Grounds 2 and 3: manifestly excessive sentence

  1. To a considerable extent, these grounds overlap.

  2. The applicant, through counsel, accepts that his actions in disposal of the body were capable of being regarded as aggravating factors under the Sentencing Act 1995, s 8. However, it is submitted that the resulting sentence reflects, to a great degree, a reliance on these aggravating features.

  3. It is not possible to know to what extent the Judge regarded this factor in determining the final sentence, so it is necessary to consider whether the sentence is manifestly excessive.  The maximum penalty prescribed for manslaughter is imprisonment for 20 years.  In 1985 there was no discernable tariff for manslaughter: Mordecai (1985) 18 A Crim R 149 at 167. That remains the position in 2003. I agree with Murray ACJ that motor vehicle manslaughter cases may be put to one side. They constitute a generic category.

  4. The respondent has made reference in its submissions to various sentences imposed for similar crimes in other jurisdictions.  Although I appreciate the intended assistance, I do not find much help from a comparison because the crime of manslaughter can be committed in so many different circumstances.

  5. The applicant argues that the actions which caused the death of Ms Wilby were done at her request and no violence was perpetrated by him against her.  He did not foresee her death, although it is accepted that a reasonable person would have foreseen the death.  She died of a drug overdose.  As the Judge noted:

    "… it is clear that the accused knew what he was doing, that he was assisting in the injection of a dangerous substance of some sort into the deceased's arm."

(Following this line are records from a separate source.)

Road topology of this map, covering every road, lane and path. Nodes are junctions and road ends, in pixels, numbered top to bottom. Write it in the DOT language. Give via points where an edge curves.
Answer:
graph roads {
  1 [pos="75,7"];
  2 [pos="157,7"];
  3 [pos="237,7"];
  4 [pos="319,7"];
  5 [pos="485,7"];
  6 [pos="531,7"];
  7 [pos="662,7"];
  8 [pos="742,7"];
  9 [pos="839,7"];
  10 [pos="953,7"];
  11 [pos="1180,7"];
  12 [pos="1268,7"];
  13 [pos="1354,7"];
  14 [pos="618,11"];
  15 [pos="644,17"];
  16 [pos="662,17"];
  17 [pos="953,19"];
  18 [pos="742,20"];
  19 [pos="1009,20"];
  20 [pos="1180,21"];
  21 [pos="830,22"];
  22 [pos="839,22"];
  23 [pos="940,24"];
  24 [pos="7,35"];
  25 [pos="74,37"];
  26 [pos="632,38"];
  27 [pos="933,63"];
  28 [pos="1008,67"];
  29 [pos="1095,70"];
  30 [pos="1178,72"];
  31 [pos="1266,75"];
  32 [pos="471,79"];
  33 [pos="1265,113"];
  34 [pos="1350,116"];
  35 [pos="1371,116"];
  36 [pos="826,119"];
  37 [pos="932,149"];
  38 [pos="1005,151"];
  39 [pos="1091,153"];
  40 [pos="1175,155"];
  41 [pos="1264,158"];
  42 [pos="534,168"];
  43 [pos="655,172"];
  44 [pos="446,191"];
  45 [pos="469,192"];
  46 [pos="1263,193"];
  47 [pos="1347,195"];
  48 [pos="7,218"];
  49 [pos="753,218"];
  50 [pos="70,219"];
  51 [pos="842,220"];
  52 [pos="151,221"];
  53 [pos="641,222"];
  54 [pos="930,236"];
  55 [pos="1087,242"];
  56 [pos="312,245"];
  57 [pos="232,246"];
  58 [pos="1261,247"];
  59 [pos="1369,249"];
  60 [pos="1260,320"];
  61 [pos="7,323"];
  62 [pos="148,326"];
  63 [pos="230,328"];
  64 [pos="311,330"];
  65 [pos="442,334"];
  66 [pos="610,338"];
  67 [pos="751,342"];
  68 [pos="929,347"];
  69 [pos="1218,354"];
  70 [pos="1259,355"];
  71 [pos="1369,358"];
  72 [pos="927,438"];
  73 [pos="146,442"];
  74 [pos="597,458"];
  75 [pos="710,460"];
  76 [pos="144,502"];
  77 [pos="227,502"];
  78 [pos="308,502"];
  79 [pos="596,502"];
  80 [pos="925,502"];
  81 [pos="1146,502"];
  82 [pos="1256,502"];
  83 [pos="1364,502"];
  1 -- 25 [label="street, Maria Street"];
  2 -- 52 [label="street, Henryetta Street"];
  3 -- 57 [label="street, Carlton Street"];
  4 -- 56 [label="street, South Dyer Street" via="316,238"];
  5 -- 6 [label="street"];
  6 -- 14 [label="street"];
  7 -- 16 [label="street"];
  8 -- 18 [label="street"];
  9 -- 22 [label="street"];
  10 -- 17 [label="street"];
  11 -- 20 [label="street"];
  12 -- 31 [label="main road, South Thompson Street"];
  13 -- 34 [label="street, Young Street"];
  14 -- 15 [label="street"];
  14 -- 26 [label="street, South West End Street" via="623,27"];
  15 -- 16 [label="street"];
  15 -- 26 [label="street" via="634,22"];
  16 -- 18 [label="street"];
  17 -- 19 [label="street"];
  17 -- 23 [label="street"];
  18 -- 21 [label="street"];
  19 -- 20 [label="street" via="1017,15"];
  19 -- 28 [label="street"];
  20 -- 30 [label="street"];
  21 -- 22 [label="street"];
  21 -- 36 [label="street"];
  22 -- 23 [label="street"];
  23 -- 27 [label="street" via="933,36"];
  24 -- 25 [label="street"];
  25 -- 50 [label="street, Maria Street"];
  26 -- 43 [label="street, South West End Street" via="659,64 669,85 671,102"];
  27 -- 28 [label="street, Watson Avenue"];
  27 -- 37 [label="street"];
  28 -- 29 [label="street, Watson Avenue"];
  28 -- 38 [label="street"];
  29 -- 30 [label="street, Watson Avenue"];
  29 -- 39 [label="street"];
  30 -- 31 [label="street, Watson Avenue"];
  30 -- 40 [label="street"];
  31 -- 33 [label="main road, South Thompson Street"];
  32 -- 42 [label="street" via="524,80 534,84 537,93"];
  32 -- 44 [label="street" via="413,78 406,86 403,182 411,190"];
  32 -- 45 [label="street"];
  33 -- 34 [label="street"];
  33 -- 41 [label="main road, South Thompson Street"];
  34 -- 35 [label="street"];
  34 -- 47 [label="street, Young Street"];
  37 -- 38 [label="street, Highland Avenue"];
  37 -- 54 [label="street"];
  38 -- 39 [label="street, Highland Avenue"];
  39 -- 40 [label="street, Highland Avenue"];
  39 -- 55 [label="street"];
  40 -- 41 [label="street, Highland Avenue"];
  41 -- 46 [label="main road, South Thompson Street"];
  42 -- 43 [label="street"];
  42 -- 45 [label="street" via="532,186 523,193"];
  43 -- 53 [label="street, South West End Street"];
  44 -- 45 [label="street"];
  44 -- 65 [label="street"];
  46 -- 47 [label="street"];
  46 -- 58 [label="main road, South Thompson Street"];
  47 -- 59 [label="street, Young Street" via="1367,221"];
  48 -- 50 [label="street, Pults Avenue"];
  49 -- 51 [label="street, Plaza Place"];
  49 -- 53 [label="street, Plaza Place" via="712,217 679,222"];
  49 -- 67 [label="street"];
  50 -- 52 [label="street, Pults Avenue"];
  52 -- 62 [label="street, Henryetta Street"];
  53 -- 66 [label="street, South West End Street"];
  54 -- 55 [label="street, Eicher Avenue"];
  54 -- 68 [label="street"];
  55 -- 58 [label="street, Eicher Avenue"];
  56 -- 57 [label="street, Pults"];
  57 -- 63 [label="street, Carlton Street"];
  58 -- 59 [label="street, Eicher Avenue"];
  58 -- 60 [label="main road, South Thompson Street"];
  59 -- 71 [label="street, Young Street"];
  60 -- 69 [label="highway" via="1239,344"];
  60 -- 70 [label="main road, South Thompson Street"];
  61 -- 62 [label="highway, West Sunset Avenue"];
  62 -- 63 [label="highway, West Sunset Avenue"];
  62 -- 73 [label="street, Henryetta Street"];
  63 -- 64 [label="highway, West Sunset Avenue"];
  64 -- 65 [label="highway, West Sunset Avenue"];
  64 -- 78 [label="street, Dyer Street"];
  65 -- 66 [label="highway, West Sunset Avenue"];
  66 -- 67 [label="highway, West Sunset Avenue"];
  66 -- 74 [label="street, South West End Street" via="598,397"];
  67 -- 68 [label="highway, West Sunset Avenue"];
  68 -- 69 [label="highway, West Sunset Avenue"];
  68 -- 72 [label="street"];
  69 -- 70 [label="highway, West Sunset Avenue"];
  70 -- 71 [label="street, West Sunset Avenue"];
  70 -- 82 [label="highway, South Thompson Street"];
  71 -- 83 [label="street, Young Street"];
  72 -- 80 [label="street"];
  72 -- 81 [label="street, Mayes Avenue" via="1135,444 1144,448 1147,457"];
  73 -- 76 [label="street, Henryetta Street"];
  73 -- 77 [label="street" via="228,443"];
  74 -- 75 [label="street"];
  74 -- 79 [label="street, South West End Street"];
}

  6. The applicant accepted the Crown's statement of facts which included the following:

    "It was clear at that stage, must have been clear at least to the offender, that by that stage Wilby had already taken drugs …"

    The stage referred to is the time the assistance was given.

  7. It may be accepted that the applicant's antecedents disclose a difficult childhood of abuse and that this is a matter of considerable mitigation.

  8. Other factors are relevant, including the issue of general deterrence.  Little might be done to prevent a person injecting themselves with dangerous substances.  However, a stand must be taken to deter others from assisting with an injection in circumstances where the assistance is required because the already intoxicated state prevents the person

injecting themselves.  In this condition the person being assisted has lost the ability to make rational choices.

  1. Furthermore, the deliberate and, for a considerable time, successful attempts to conceal the crime are circumstances which require punishment.

  2. This was a difficult sentencing exercise.  The applicant's behaviour following the death was reprehensible and caused great anguish to the relatives and friends of the deceased for more than three years.

  3. This aggravating circumstance, however, cannot overwhelm the other objective features of the crime which, though serious, are not extreme.

  4. The Judge did not mention the early plea of guilty, although I do not accept that he overlooked its significance.  I do consider though the resulting sentence falls into appellable error in two respects.  It pays too much regard to the aggravating circumstances and too little regard to the matters of mitigation, including the applicant's background.  In the result, the sentence is manifestly excessive.

  5. I would grant leave and allow the appeal.  The provisions of the Sentencing Legislation Amendment and Repeal Act 2003 now apply and compel a sentence which would not increase time spent in custody if the applicant had been sentenced to imprisonment prior to 1 September 2003.

  6. I would re-sentence the applicant to a term of 5 years imprisonment with a parole eligibility order in the manner set out by Murray ACJ. 

  7. HASLUCK J:  I agree with the reasons for judgment and conclusion of Murray ACJ.  There is nothing I wish to add.